Iceland just cut its interest rate, in your judgement, how bad is the low inflation situation in the European countries?
The low inflation situation in Europe is bad, very bad. Now, all the more optimistic commentators are becoming more realist in their forecasts. Deflation is not only the opposite of inflation, it’s much worst. You can cure inflation with monetary tools. German is very good at that. But the opposite does not cure deflation. Even if you put money in circulation, it is not automatic it will be invested. Fear plays a role. Expectations are pessimistic. In economic terms, “the horse does not drink”, even if you put a cheap, available, clean water. The goverments should do something, but in Europe they are divided and have different ambitions. Unity of Europe is a dream, sometimes is a nightmare
Germany was the economic powerhouse of Europe, at the same time, Greece, Spain and Italy have high youth unemployment rates, which one is more worrisome in terms of Europe’s economy future?

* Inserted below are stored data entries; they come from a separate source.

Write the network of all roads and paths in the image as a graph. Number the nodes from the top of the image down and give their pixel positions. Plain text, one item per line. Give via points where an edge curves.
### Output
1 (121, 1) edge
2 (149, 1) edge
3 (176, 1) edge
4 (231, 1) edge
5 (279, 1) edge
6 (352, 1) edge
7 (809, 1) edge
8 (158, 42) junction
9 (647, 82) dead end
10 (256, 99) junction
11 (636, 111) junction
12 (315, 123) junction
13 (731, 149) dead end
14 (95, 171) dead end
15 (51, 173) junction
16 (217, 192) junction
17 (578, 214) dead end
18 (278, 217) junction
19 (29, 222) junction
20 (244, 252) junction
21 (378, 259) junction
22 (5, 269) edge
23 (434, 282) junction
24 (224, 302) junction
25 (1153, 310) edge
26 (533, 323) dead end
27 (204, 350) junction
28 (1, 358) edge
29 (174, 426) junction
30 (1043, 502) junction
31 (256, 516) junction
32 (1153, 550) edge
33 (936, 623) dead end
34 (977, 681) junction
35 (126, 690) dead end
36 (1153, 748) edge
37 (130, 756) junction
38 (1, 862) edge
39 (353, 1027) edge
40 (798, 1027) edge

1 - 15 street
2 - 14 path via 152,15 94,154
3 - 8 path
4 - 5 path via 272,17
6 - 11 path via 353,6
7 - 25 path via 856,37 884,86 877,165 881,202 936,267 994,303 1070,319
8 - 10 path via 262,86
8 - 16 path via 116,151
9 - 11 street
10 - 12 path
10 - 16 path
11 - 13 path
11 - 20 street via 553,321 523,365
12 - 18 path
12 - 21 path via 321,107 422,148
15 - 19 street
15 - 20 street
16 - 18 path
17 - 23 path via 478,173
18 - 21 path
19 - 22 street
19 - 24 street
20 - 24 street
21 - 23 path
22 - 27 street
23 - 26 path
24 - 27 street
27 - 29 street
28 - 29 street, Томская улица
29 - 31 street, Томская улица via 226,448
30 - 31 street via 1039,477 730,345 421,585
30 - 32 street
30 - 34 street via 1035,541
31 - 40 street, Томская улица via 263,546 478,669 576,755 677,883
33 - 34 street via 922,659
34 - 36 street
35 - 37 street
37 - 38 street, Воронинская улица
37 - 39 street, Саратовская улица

The unemployment. Europe is now under the economic control of Germany and its satellites. The old continent has already digested this new situation. Non one has the industrial capability to compete with Germany. The other countries, mainly from the South, fear the competition from China and the emerging markets; Germany takes advantage of these emerging markets. Why? Because those countries need exactly what Germany can provide them. I am rather pessimistic about unemployment, for 2 structural reasons: delocalization is now a sour reality, technical progress makes some jobs obsolete and unnecessary. Unemployment is inevitable, withe negative repercussions on the demand, unless the governments do something.
ECB’s balance sheet has shrunk since 2013, do you think ECB was too obsessed with its balance sheet size?
I think the ECB was too obsessed with rigour. We need more money, not less. Fear of inflation is an excuse. Stability of price is establish by ECB at 2% p.a. We are now well below. That’s why I am expecting 2 events. First, a mini quantitative easing in Europe; not exactly the American or Japanese style, but something more than a declaration like “we will do whatever it takes to save euro”. I am thinking of buying government bonds or something similar. The second event is related: tension within the ECB board between the majority in crisis and the minority lead by Germany
ECB has used stimulus package to stave off deflation and revive the euro zone economy, do you see all the efforts are a failure?what ECB could do to avoid Europe’s economy sliding into its third recession in six years?
These efforts were a failure because they were insufficient, a mere compromise for an exceptional situation. The ECB should be more courageous and pump more money. But this is possible only if Germani will agree. There is only a possibility this will happen: Germany should be convinced that its triumph cannot be sustained with a collapsing Europe. Who is going to buy the German products if the demand is stagnant? Who will provide political coverage if France (and partially Italy and Spain) are in a chronic recession? What is the sense of a common destiny (Europe) if egoism and nationalism prevail? Germany is right on many aspects. It has built a tremendous industrial capability, while the other countries indulged excessively on public debt. All is true. But Germany should look for solidarity, not revenge. At the end, this rigidity might turn back and hit also the powerful Germany.